Dopo l'attacco alla chiesa di Pesalai, il vescovo scrive al nunzio in Sri Lanka
Durante i funerali delle vittime della "rappresaglia dell'esercito", mons. Joseph invita la comunità al perdono. Poi scrive al rappresentante vaticano dell'accaduto e avverte: "Se i militari non si liberano dei loro pregiudizi verso i tamil, non ci sarà mai sicurezza".
Colombo (AsiaNews) Dopo l'attacco alla parrocchia di Pesalai, Sri Lanka del nord, il vescovo di Mannar, invita la comunità al perdono, scrive al nunzio apostolico per metterlo al corrente della situazione e chiede a governo e ribelli di mettere fine alle violenze.
Dell'attentato alla chiesa di Nostra Signora della Vittoria, in cui è morta una donna, e del massacro di 5 pescatori sulla spiaggia lo scorso 17 giugno, mons. Rayappu Joseph accusa la marina militare.
Dopo lo scontro in mare tra esercito e ribelli delle Liberation Tigers of Tamil Eelam (Ltte) al largo del villaggio di Pesalai, distretto di Mannar, gli uomini della marina, racconta il vescovo, hanno giustiziato a colpi di pistola cinque pescatori e, "sparando alla cieca", si sono diretti verso la chiesa dove si erano rifugiate circa 3mila persone in seguito ad un precedente attacco della polizia. Le truppe hanno circondato l'edifico religioso, hanno sparato e gettato granate uccidendo una donna di 75 anni e provocando diversi feriti. Il governo ha subito accusato le Ltte, che hanno negato ogni responsabilità. Le vittime erano di diverse religioni: tre cattolici, due indù e un musulmano.
Domenica scorsa, 18 giugno, in occasione dei funerali, mons. Joseph ha invitato i fedeli a perdonare. Di questi tragici eventi ha poi subito informato con una lettera il nunzio apostolico in Sri Lanka, mons. Mario Zenari. "Oggi - si legge nella missiva - abbiamo sepolto i civili uccisi dalla marina nell'omelia ho parlato di Gesù crudelmente crocefisso e delle sue parole 'Padre perdona loro perché non danno quello che fanno'. Ho parlato ai fedeli del potere del perdono e ho ricordato di questa speranza, che ci illumina, perfino nei momenti bui".
Il vescovo riferisce che il 19 giugno nella parrocchia si è osservato un giorno di lutto e preghiera e con una cerimonia di "purificazione" la chiesa è stata lavata dal "sangue innocente di chi aveva cercato rifugio nel santuario della sua religione".

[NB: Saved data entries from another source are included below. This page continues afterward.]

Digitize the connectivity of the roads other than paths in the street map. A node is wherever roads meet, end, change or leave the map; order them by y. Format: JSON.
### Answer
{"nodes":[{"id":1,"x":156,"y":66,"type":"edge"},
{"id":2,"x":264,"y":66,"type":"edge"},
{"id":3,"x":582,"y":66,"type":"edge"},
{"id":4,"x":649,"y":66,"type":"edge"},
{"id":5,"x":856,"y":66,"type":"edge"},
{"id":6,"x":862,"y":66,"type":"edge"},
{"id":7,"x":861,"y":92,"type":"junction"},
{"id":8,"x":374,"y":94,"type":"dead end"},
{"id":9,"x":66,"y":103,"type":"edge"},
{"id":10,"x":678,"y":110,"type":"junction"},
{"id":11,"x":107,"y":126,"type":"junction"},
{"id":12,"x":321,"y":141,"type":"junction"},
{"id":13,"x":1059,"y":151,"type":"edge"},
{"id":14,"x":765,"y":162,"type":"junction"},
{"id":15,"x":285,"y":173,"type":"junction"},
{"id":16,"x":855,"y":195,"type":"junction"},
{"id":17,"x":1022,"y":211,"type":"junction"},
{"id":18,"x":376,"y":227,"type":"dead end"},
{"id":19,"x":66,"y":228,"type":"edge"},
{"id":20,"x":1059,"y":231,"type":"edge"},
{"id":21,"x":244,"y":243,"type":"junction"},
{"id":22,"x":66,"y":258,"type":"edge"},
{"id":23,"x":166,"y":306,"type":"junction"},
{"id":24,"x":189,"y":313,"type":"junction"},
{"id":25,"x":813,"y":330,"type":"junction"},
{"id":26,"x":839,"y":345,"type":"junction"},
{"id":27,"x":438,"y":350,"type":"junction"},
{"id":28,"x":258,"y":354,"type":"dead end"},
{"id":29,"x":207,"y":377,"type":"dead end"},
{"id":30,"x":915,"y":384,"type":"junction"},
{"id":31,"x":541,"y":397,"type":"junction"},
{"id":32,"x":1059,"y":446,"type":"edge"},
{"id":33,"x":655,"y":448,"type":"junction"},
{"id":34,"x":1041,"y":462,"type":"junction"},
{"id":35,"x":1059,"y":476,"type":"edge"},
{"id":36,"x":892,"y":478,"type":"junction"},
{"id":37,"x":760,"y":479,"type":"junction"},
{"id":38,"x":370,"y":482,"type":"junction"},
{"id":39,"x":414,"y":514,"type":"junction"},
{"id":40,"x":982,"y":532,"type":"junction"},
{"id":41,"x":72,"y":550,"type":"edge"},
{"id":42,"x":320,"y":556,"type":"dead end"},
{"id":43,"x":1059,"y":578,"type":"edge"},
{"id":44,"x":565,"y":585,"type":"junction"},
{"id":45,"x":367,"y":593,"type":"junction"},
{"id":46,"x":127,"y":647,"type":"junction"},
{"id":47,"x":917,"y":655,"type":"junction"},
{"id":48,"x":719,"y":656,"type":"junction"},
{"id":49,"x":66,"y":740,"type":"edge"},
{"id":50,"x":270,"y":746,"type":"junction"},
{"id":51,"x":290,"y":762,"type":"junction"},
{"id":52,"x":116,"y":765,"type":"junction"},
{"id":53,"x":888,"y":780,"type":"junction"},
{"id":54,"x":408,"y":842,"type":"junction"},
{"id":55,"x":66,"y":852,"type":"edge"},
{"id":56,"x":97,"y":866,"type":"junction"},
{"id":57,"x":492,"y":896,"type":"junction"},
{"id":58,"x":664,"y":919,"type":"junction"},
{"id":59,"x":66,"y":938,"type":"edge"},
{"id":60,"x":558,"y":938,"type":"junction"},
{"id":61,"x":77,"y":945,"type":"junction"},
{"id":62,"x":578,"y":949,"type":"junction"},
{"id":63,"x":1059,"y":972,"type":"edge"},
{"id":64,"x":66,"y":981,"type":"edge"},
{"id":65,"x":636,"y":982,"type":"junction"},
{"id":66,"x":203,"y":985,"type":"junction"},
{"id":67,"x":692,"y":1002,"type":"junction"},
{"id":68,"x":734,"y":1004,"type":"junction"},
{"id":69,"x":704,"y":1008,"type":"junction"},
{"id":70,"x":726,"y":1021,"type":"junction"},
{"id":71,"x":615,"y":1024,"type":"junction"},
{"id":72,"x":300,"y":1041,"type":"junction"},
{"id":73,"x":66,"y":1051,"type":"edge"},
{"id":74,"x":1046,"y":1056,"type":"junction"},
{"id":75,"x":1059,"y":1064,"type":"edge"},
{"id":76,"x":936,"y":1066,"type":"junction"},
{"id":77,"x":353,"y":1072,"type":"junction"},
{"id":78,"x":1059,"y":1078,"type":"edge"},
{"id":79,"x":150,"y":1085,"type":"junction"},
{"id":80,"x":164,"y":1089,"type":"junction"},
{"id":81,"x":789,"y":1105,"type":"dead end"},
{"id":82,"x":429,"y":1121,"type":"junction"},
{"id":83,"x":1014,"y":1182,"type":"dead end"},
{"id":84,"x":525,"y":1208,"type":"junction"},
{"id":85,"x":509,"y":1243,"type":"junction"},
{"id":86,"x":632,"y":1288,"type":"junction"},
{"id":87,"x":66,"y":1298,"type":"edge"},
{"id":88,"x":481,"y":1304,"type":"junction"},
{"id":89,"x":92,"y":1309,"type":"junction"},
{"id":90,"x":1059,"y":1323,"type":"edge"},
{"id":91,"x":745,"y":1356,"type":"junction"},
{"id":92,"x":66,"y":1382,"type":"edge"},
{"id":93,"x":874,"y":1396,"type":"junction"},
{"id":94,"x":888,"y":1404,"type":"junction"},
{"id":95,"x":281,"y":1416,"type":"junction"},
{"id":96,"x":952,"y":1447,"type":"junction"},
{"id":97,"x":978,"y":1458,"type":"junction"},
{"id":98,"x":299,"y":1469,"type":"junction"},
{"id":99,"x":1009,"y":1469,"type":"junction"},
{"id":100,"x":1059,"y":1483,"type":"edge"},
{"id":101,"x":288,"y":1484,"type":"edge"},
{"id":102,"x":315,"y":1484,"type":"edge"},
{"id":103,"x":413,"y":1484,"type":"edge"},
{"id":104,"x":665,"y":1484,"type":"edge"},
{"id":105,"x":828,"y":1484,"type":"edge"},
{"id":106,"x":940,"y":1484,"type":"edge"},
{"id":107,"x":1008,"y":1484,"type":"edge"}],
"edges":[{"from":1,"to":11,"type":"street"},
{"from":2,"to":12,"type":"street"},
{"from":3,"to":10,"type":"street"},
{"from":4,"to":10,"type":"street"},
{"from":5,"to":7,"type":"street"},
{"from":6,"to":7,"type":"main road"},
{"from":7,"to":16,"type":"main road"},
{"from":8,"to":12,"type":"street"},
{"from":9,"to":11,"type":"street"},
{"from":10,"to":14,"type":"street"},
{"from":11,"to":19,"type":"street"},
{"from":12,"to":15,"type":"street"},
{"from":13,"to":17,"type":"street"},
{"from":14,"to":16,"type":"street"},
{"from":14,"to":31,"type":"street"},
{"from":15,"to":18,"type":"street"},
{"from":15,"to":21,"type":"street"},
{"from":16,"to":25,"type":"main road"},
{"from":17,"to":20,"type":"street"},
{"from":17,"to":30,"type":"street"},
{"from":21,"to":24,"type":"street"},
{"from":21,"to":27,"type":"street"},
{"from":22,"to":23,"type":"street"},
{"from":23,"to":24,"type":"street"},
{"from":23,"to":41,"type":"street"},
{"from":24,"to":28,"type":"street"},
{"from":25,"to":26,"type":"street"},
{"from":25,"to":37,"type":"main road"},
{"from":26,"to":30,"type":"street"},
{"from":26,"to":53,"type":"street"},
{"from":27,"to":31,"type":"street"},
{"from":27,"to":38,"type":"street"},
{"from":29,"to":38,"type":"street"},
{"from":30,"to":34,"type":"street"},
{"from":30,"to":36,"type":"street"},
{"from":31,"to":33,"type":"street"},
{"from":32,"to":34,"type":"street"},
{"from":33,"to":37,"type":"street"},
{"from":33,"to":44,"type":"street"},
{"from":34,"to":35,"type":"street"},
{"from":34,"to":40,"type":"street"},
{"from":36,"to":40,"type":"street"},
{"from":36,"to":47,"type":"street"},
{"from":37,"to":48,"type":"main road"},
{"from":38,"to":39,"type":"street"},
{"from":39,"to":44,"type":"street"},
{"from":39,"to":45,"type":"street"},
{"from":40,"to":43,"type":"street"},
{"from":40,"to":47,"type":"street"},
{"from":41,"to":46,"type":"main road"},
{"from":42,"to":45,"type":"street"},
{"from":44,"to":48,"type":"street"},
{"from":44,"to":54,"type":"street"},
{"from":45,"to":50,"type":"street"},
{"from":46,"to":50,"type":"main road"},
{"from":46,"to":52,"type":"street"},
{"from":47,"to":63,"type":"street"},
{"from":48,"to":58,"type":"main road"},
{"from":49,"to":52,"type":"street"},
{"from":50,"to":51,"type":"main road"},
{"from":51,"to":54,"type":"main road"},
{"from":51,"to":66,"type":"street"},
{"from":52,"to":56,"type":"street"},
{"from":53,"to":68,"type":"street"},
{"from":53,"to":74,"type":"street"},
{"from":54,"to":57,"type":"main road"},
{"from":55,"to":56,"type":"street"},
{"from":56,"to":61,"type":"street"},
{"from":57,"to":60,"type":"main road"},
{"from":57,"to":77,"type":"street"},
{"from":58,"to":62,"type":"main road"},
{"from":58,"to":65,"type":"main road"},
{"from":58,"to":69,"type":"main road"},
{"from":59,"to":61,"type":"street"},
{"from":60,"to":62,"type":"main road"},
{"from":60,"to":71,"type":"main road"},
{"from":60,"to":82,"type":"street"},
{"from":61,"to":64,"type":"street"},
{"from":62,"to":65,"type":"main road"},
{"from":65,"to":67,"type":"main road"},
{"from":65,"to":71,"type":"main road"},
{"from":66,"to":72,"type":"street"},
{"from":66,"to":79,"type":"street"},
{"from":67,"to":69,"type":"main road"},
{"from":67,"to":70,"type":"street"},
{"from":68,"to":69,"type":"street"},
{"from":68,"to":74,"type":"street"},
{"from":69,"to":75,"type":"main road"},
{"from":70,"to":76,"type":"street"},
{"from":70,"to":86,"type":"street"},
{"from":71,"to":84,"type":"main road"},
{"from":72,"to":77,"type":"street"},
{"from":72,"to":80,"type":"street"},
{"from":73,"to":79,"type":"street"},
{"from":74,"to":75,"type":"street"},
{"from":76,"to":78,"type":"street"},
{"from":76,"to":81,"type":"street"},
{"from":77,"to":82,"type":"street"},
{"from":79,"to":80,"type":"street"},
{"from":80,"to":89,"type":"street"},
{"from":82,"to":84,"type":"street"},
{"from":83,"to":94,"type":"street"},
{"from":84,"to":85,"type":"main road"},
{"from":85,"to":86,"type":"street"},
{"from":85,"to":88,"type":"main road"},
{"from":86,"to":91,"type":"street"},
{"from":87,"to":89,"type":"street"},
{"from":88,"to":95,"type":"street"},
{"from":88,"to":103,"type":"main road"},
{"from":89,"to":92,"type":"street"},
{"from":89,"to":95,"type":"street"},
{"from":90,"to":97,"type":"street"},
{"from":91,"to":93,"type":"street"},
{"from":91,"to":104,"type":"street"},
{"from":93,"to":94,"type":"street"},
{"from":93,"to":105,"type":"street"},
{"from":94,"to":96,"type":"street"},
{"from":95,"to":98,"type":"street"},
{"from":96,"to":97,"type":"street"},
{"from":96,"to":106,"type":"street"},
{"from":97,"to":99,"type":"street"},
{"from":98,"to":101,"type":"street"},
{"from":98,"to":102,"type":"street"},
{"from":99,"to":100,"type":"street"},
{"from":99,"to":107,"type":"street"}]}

Dopo le violenze del 17 giugno, continua mons. Joseph, gli abitanti di Pesalai hanno una "paura mortale" delle truppe governative, "le quali per la maggior parte nutrono pregiudizi verso la popolazione tamil". I civili hanno bisogno di protezione dall'esercito nazionale, ma al momento "desiderano solo l'intervento di una forza neutrale per garantire loro sicurezza".
Il presule racconta anche dell'incontro tra gli abitanti del villaggio e il comandante locale dell'esercito, svoltosi lo stesso 17 giugno. In quest'occasione la gente ha sollevato diverse domande: "Se persino un luogo sacro come una chiesa non è sicuro, dove devono cercare riparo gli innocenti?" oppure "Perché questa crudeltà brutale contro persone che non c'entrano niente con le Ltte?".
Il comandante ha promesso maggiore sicurezza, ma la popolazione ormai non gli crede. "Le forze di sicurezza nazionali - aggiunge mons. Joseph si aspettano che i civili forniscano loro informazioni sui ribelli. Ma è irrealistico: non capiscono che queste persone non hanno niente a che fare con i ribelli e la loro unica preoccupazione è mantenere le proprie famiglie". "Se i soldati non si liberano di questo pregiudizio infondato nei confronti dei civili tamil avverte il vescovo - non saranno mai in grado di poterli difendere".
Il presule in ultimo invita governo e Ltte a mettere fine alle violenze attraverso i mediatori di pace norvegesi e a rispettare il cessate-il-fuoco del 2002; ma nonostante i buoni propositi da entrambe le parti, ogni giorno continuano a morire sempre più innocenti.